EXERCISE DATA below:

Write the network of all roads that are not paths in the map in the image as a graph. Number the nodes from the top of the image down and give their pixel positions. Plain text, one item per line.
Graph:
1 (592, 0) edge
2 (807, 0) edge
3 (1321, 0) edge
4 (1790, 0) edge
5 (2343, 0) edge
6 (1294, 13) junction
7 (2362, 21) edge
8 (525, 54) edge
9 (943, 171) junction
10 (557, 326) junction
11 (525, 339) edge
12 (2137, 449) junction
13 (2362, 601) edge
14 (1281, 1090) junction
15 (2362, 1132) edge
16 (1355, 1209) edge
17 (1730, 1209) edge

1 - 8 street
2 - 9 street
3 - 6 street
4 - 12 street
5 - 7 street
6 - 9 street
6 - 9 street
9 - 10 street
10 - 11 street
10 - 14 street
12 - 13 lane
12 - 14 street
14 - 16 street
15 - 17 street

End of EXERCISE DATA.

The records above need copying. Do it exactly.

_SOLUTION TO THIS PROBLEM_
Write the network of all roads that are not paths in the map in the image as a graph. Number the nodes from the top of the image down and give their pixel positions. Plain text, one item per line.
Graph:
1 (592, 0) edge
2 (807, 0) edge
3 (1321, 0) edge
4 (1790, 0) edge
5 (2343, 0) edge
6 (1294, 13) junction
7 (2362, 21) edge
8 (525, 54) edge
9 (943, 171) junction
10 (557, 326) junction
11 (525, 339) edge
12 (2137, 449) junction
13 (2362, 601) edge
14 (1281, 1090) junction
15 (2362, 1132) edge
16 (1355, 1209) edge
17 (1730, 1209) edge

1 - 8 street
2 - 9 street
3 - 6 street
4 - 12 street
5 - 7 street
6 - 9 street
6 - 9 street
9 - 10 street
10 - 11 street
10 - 14 street
12 - 13 lane
12 - 14 street
14 - 16 street
15 - 17 street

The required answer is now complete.